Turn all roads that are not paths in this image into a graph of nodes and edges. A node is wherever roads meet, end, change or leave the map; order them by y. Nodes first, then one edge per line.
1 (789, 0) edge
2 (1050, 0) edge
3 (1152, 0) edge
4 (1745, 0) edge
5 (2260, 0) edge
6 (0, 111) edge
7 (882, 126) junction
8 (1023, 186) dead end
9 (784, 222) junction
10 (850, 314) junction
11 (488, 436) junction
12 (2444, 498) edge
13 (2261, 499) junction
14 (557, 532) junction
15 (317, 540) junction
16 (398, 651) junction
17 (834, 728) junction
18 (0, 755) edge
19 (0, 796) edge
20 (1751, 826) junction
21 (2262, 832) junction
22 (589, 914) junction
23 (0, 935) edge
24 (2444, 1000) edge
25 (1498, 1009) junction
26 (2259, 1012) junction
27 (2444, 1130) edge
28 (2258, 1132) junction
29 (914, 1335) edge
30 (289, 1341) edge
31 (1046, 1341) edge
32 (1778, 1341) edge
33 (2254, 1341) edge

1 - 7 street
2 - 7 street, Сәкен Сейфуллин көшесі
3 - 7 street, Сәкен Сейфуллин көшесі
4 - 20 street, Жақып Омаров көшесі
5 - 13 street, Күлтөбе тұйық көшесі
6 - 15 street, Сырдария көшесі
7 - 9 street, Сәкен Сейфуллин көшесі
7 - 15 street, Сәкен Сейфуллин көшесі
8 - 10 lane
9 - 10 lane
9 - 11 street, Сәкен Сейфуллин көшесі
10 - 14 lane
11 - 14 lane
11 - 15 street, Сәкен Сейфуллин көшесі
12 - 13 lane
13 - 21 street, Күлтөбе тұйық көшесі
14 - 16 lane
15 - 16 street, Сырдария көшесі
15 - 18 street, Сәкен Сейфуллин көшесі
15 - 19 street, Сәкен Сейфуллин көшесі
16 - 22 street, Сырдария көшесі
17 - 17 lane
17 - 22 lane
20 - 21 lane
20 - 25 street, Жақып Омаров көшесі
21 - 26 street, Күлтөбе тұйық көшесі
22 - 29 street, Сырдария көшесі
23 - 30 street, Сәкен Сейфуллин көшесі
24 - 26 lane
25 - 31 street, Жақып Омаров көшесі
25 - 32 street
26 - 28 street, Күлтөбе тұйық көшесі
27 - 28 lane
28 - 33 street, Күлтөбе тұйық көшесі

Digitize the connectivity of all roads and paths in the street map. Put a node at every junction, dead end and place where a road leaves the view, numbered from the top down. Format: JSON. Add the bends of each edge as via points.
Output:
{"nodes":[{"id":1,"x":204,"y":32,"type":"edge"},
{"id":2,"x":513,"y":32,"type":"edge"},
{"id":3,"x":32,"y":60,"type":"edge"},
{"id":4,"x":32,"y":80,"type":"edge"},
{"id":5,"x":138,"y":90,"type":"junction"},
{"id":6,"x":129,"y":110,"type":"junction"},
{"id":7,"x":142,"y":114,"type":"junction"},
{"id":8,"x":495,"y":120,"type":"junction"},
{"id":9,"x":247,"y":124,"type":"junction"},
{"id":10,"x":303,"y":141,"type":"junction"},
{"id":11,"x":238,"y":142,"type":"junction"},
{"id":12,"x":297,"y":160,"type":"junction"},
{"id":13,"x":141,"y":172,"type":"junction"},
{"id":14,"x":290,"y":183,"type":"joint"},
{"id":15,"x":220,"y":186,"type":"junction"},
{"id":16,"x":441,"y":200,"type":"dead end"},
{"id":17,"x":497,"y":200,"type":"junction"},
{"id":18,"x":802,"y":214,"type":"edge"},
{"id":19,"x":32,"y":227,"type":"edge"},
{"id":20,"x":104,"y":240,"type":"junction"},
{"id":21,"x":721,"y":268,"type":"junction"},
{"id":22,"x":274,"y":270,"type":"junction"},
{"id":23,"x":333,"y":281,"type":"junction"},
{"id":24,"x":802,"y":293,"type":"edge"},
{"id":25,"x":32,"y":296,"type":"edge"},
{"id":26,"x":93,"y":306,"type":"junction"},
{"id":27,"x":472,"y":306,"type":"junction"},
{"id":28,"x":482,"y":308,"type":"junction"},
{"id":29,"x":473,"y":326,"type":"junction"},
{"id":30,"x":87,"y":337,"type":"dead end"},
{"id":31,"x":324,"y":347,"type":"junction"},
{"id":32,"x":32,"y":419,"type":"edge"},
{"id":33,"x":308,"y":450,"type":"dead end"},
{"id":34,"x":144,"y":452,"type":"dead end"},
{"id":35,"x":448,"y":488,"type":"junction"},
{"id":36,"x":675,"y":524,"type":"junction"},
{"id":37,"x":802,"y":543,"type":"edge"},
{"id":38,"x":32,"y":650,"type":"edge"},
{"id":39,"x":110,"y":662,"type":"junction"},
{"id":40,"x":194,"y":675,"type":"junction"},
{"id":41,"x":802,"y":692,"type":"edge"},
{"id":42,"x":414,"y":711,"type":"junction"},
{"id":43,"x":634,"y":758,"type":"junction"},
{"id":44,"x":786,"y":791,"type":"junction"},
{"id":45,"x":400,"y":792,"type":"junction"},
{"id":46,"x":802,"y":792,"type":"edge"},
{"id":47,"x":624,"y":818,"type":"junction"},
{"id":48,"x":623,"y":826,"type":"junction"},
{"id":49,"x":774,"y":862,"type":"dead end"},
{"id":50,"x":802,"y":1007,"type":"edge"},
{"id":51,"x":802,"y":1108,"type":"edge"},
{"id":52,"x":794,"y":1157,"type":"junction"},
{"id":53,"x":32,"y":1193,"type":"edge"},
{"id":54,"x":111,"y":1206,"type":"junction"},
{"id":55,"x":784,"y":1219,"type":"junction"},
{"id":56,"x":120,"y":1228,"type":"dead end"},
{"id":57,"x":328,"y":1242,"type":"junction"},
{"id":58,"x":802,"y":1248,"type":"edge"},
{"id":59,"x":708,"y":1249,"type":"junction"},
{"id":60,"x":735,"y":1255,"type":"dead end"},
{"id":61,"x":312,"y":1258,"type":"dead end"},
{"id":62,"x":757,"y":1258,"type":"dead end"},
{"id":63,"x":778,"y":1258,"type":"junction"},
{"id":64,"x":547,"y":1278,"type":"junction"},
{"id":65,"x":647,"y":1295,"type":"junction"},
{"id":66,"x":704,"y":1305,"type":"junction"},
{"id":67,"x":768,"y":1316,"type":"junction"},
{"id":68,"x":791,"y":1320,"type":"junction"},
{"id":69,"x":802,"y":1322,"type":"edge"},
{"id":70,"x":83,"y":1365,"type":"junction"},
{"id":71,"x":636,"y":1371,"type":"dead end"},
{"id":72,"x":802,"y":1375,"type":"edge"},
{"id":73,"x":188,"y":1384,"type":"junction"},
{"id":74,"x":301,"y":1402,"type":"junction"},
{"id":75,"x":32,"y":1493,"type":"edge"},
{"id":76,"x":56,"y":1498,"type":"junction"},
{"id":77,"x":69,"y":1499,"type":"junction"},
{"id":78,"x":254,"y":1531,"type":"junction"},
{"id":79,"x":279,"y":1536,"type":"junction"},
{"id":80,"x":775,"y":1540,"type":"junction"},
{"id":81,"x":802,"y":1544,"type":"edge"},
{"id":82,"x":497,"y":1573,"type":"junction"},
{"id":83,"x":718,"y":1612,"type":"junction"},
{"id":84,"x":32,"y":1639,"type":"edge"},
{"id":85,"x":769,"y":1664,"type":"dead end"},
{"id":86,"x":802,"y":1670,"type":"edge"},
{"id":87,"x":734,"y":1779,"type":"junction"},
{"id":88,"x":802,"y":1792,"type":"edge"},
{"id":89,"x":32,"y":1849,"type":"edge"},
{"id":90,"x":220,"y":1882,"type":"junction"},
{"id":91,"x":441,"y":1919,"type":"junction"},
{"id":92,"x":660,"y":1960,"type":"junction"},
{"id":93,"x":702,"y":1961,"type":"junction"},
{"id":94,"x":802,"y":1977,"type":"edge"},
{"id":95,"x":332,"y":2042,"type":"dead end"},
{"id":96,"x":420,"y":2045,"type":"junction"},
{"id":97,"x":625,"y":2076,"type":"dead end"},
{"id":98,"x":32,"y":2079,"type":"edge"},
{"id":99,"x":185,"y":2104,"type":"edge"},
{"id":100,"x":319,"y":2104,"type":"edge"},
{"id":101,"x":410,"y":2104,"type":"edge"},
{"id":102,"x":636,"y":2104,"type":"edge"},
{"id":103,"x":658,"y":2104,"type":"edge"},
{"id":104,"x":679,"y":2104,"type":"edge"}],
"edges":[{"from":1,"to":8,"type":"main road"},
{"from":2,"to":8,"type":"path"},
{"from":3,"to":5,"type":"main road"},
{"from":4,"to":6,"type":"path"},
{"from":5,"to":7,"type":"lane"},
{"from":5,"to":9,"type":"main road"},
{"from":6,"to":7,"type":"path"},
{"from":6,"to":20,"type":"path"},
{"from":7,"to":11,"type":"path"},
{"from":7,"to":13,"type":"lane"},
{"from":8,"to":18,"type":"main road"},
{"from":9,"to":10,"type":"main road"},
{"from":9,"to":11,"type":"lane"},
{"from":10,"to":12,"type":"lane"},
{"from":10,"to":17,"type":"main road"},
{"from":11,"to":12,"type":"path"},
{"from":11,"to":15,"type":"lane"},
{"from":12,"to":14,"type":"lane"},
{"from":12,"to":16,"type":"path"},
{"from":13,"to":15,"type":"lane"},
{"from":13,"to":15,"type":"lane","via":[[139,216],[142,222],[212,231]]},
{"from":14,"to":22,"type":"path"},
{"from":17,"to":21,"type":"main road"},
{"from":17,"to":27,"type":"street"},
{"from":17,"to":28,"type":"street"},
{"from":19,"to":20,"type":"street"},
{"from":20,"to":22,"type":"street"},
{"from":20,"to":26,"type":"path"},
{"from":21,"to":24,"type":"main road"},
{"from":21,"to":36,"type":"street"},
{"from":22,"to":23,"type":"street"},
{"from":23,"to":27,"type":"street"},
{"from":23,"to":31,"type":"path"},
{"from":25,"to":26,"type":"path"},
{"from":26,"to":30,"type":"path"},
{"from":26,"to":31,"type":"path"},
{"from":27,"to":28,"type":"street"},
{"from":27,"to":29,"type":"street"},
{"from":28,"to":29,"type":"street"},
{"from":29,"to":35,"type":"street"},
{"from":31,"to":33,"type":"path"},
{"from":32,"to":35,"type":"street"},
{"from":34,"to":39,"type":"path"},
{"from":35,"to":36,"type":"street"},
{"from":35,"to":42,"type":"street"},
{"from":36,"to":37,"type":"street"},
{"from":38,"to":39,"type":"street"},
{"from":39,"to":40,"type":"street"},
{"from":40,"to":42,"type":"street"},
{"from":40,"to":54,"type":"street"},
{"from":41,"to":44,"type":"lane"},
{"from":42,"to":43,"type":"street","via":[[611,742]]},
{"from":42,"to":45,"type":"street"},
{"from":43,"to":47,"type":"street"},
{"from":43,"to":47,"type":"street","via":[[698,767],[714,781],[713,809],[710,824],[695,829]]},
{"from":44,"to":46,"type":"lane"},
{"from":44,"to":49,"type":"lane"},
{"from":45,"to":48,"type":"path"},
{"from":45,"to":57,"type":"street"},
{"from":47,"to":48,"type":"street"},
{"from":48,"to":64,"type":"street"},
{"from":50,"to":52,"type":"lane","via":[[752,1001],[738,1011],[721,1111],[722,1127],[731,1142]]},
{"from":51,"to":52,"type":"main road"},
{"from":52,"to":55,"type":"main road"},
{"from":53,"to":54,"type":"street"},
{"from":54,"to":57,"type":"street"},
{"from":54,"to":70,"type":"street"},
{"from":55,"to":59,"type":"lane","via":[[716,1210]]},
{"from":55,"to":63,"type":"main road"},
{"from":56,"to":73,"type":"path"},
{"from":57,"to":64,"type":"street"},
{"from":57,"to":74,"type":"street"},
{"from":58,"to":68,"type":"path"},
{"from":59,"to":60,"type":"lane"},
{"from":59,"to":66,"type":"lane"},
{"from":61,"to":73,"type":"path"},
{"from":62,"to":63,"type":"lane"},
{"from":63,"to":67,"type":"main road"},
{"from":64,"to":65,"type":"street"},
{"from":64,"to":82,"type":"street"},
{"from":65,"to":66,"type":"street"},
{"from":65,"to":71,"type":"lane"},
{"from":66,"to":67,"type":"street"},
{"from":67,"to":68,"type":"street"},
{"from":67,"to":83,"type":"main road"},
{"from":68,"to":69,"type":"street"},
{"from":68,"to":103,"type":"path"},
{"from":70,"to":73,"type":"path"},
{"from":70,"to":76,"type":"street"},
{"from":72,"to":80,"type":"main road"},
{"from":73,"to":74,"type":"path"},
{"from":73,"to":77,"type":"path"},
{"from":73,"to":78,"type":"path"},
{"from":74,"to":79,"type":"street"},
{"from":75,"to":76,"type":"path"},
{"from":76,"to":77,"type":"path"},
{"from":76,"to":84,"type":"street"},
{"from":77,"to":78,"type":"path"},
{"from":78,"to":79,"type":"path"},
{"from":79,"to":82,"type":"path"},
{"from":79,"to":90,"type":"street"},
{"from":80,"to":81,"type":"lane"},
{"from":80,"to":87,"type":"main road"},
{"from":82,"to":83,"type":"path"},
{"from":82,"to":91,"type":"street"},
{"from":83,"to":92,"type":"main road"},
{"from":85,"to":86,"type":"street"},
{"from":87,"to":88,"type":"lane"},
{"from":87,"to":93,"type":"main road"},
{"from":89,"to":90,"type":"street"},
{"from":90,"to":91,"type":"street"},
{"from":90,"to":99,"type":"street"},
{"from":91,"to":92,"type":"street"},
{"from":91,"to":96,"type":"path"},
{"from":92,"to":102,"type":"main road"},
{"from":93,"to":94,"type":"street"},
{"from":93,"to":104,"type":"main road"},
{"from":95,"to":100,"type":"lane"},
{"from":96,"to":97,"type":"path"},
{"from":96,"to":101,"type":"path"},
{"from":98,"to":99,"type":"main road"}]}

**TASK INSTRUCTIONS:**
In the listing above, find each line with the word "nodes" and return it.

**TASK RESULT:**
Turn all roads that are not paths in this image into a graph of nodes and edges. A node is wherever roads meet, end, change or leave the map; order them by y. Nodes first, then one edge per line.
{"nodes":[{"id":1,"x":204,"y":32,"type":"edge"},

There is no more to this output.